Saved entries
·····
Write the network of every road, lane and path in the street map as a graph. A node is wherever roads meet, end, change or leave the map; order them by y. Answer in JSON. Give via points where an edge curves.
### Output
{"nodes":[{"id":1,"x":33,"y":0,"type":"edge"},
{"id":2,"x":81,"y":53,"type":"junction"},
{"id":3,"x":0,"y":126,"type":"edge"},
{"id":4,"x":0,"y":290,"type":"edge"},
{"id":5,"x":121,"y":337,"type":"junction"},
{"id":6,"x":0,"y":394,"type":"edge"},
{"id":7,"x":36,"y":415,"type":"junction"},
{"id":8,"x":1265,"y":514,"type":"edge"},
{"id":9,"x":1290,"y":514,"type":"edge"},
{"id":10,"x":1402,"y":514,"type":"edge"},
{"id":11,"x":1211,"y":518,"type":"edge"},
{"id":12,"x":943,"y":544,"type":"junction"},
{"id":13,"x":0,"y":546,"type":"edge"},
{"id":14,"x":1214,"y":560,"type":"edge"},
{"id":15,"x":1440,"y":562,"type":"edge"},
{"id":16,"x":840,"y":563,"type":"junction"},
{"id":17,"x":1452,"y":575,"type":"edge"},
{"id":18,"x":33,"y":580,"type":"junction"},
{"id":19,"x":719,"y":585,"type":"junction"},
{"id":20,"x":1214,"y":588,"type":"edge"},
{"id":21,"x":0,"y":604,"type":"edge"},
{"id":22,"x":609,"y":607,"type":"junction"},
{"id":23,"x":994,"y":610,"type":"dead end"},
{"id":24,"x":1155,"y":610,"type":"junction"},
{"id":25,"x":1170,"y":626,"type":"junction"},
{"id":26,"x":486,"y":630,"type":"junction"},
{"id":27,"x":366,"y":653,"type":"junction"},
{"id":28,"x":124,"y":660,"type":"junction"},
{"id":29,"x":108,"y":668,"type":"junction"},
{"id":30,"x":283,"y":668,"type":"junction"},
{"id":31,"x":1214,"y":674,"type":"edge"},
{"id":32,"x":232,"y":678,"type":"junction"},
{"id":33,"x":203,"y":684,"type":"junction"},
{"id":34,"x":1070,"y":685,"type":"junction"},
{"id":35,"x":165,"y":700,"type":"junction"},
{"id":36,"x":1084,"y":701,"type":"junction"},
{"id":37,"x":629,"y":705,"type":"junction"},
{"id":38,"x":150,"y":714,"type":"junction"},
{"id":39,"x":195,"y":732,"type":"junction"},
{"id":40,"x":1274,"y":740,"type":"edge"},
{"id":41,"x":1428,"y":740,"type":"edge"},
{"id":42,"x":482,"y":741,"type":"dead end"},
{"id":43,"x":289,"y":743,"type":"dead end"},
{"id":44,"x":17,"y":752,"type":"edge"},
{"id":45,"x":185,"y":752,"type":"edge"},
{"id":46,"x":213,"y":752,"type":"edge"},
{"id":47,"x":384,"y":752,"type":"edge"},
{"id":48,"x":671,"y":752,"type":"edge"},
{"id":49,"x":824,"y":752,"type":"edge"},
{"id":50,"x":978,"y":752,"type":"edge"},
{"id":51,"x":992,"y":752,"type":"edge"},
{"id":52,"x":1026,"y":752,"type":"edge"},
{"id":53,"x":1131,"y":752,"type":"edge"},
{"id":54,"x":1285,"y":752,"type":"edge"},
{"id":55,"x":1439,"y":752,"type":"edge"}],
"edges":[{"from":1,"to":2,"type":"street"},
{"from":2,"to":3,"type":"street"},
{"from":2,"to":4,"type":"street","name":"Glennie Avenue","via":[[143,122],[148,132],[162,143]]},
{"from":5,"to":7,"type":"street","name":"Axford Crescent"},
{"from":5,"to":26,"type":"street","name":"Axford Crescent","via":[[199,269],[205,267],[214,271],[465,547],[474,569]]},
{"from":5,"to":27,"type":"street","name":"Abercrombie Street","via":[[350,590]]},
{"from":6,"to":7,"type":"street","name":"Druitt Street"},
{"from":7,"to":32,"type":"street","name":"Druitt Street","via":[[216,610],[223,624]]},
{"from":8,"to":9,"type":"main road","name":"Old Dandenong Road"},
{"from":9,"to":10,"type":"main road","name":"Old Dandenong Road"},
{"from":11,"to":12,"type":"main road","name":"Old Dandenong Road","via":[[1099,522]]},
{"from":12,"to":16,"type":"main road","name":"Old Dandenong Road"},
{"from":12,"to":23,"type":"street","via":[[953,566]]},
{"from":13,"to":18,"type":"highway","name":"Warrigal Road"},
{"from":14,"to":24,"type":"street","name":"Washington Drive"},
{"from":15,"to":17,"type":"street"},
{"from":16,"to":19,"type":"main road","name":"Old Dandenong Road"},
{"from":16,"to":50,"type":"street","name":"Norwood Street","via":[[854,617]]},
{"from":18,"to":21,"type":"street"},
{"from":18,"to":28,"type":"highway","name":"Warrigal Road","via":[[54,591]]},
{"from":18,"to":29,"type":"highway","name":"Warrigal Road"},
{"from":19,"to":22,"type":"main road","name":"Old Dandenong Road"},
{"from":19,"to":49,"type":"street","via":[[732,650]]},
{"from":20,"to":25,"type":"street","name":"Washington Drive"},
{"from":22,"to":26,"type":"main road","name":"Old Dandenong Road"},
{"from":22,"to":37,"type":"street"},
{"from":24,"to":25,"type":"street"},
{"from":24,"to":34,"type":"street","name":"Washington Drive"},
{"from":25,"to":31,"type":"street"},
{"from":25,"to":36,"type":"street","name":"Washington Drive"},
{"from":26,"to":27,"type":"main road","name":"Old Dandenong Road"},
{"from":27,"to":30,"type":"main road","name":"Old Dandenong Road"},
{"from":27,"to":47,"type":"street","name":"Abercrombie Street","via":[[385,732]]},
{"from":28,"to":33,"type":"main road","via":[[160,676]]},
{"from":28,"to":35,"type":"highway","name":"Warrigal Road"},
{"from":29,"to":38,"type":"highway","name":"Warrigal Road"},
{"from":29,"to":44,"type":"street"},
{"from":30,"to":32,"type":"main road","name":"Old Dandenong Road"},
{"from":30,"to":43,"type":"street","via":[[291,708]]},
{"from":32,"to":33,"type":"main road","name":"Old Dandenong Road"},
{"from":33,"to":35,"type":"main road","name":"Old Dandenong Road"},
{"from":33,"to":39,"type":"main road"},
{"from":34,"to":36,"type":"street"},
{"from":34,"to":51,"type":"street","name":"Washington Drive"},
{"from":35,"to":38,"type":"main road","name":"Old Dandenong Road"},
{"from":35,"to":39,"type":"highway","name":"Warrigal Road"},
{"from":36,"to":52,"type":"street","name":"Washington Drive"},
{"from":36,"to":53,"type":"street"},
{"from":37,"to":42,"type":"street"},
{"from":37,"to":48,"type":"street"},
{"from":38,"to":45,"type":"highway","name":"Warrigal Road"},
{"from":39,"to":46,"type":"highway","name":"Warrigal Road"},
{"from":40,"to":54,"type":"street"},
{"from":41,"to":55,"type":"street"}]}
·····
Description of the task ->
Copy each line from the data that features the string "Crescent".

Response area ->
{"from":5,"to":7,"type":"street","name":"Axford Crescent"},
{"from":5,"to":26,"type":"street","name":"Axford Crescent","via":[[199,269],[205,267],[214,271],[465,547],[474,569]]},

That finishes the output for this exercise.